Maria Ziemann, 36, 1 Kind

PR-Beraterin, mini-voodoo.com

I used to take care of Oryannes curls for the last seven years whenever I could. That’s how our friendship started.

I met Oryanne through a mutual friend. I barely knew her but still, she asked me to do her hair for her wedding that was the following month. She also invited me to stay to that special day.

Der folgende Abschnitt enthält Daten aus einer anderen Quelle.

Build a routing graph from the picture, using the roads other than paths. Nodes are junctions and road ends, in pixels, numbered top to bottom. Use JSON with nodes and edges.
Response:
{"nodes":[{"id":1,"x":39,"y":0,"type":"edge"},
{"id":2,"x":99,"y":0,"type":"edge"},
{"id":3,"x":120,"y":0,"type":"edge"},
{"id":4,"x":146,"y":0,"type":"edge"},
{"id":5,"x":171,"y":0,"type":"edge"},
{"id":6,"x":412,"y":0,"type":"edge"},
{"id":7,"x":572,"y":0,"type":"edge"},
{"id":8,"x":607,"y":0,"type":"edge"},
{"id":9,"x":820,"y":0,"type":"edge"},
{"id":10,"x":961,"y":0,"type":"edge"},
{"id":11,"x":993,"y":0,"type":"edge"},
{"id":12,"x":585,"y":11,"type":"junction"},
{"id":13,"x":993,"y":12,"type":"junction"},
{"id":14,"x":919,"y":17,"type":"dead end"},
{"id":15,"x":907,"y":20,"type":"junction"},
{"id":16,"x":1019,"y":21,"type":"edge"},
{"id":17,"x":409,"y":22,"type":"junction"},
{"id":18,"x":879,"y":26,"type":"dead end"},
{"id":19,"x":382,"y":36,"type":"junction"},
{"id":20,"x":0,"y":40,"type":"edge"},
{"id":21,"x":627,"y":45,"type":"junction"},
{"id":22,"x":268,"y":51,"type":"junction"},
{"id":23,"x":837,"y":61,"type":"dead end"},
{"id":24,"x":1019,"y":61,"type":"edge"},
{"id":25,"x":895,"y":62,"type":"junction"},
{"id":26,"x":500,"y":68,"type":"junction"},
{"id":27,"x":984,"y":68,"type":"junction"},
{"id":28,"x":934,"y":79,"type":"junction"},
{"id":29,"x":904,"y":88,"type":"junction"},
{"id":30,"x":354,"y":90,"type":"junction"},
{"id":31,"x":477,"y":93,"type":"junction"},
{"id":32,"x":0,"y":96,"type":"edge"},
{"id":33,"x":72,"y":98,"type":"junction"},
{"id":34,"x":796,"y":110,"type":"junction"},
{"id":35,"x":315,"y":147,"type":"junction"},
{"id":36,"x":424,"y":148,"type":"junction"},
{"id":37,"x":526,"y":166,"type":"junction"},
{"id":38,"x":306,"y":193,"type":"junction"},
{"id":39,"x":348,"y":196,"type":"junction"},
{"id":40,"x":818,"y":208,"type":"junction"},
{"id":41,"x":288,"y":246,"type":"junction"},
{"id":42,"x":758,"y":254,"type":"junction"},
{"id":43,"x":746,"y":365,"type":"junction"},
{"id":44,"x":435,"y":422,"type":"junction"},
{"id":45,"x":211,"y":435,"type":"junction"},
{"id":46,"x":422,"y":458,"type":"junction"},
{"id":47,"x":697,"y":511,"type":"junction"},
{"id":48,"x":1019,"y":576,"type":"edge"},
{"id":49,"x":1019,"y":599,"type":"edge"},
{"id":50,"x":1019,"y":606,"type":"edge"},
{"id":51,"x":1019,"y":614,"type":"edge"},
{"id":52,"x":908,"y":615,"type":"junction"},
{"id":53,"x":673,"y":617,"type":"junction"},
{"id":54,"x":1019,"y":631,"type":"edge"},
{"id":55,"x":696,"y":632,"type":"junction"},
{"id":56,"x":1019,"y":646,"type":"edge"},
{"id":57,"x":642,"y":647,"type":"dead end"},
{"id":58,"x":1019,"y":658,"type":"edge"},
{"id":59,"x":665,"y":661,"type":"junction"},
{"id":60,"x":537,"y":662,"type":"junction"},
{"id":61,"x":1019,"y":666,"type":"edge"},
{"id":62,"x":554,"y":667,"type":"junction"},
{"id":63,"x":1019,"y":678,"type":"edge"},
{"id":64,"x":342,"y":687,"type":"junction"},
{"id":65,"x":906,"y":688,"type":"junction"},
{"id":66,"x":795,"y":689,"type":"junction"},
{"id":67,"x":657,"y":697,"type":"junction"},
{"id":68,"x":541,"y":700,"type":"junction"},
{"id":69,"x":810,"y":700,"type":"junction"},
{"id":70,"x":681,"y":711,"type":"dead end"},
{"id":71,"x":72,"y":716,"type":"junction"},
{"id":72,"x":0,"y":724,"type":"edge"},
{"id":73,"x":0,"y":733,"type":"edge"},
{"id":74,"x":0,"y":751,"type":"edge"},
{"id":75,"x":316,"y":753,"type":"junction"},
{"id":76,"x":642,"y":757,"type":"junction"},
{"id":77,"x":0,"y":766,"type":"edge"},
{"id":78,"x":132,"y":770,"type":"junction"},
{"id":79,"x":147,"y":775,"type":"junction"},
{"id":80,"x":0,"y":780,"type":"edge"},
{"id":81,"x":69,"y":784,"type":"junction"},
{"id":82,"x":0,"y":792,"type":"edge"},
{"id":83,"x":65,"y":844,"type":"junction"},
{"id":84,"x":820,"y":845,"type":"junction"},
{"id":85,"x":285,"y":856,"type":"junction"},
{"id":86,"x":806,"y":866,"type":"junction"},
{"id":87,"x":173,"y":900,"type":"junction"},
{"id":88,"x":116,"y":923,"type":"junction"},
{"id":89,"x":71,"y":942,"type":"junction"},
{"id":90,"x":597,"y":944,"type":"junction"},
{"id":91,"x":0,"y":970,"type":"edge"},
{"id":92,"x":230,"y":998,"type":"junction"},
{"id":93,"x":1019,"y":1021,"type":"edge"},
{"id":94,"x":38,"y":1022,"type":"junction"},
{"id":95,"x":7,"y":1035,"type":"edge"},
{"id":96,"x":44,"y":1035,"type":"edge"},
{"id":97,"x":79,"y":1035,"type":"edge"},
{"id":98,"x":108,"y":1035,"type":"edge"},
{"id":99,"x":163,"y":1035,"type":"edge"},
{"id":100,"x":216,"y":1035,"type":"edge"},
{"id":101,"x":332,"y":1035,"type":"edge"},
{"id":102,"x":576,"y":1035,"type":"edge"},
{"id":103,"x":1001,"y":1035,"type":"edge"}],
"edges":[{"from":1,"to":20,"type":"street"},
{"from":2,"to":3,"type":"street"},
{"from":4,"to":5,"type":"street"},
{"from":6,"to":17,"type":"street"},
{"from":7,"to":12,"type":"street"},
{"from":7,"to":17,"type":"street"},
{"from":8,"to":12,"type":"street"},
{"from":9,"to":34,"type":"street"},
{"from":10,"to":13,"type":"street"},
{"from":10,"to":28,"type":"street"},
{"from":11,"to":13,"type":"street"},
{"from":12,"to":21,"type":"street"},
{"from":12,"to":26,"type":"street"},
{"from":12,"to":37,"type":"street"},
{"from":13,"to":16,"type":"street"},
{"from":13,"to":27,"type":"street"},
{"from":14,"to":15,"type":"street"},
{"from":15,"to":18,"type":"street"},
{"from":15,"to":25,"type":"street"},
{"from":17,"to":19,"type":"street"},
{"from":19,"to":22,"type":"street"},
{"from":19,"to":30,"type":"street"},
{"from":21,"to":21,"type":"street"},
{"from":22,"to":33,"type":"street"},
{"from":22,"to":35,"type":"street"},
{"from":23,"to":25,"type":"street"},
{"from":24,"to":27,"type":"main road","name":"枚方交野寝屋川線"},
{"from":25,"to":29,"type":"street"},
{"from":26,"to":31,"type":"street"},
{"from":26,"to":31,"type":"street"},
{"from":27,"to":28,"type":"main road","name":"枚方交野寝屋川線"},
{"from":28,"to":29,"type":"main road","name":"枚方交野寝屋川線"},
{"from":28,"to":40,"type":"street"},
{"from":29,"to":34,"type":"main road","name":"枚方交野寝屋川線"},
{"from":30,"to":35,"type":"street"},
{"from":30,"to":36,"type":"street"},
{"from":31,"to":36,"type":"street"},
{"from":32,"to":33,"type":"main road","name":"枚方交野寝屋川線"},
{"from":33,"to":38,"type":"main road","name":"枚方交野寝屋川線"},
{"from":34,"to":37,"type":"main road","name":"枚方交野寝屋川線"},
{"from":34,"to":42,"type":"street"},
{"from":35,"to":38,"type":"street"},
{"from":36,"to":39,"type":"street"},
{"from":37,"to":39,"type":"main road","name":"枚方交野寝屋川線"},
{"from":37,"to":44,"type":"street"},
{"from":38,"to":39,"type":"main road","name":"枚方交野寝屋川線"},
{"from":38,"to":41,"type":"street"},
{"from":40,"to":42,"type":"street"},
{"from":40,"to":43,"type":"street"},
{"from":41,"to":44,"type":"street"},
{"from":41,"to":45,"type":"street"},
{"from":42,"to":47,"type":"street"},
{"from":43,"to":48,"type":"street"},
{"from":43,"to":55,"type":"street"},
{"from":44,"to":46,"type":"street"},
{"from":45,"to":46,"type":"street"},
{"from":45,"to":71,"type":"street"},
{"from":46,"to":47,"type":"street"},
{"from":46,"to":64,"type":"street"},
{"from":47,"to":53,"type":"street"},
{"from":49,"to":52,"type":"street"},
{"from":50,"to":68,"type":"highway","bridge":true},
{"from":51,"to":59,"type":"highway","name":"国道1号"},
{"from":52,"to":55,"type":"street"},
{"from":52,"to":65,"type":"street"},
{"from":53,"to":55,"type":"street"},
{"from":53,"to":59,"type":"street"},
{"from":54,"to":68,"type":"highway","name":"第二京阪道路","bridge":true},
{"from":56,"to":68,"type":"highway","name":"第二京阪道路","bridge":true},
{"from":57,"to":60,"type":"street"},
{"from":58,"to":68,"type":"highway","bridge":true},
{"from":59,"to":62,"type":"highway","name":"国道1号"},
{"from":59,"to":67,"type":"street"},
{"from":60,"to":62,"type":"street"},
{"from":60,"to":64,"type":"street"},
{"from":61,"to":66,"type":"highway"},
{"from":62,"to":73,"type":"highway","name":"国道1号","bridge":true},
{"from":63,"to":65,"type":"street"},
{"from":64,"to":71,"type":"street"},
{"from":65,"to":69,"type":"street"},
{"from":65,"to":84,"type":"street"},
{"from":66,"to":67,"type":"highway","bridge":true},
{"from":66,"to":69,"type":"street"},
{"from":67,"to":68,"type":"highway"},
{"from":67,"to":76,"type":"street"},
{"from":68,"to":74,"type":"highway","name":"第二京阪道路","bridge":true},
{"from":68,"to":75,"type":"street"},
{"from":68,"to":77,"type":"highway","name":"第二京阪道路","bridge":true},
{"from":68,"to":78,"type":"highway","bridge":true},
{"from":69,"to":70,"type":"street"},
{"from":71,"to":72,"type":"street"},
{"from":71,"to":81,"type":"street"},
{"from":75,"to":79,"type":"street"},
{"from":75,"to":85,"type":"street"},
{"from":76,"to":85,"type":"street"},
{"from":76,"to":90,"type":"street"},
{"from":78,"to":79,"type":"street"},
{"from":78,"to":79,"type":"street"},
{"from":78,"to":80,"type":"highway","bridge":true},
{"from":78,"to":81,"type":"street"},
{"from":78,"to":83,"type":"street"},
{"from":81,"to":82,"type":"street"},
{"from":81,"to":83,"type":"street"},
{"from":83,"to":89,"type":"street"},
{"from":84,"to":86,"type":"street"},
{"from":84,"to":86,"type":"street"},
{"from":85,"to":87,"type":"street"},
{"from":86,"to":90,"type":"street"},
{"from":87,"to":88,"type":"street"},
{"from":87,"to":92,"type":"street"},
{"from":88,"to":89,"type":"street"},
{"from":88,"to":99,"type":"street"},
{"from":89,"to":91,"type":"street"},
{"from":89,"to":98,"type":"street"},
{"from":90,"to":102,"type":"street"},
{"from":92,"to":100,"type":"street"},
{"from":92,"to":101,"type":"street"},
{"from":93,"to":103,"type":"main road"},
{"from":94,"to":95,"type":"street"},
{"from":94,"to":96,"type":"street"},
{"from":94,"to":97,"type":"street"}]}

I didn’t know her that much at the time, but she made me feel comfortable. That’s the kind of person she was: a very lovely, straightforward and generous person.

Lydiane Roger, 40, 1 Kind

Friseurladen-Besitzerin, Poppy Pantone

Oryanne is this kind of person you cannot forget … since I have met her, I was always impressed by her capacity of doing amazing and bold projects: from moving to Berlin, working on all the projects, learning German, starting a family – every time she started something, it was a success, but the most amazing is that it always seemed so easy! She seemed so relaxed managing all those adventures. She was never the kind of people who feel stress and communicate it to you, not at all, everything always felt simple. Just the way it has to be. I always find her so brave, she was never afraid to try something new. She has this kind of positive and solar energy, that once you have met, you can not avoid to miss.

Pia Royer, keine Kinder

Event Managerin, Dior

Leave it to Oryanne to be herself, unapologetically, and never take herself too seriously. I always admired that in her. And the fact that she can never not laugh. I will never forget, when she first moved to Berlin, she told me that Raph and her could not fight without making each other laugh. No, Oryanne does not like to be too serious. Oryanne knows how to make things light, fun, quirky and easy. I’m sure that is one reason among others why so many people gravitate towards her.

Felicitas Thompson, 36, 2 Kinder

Psychologin

Au revoir Madame Dufour.
Thank you for everything. Ruhe in Frieden.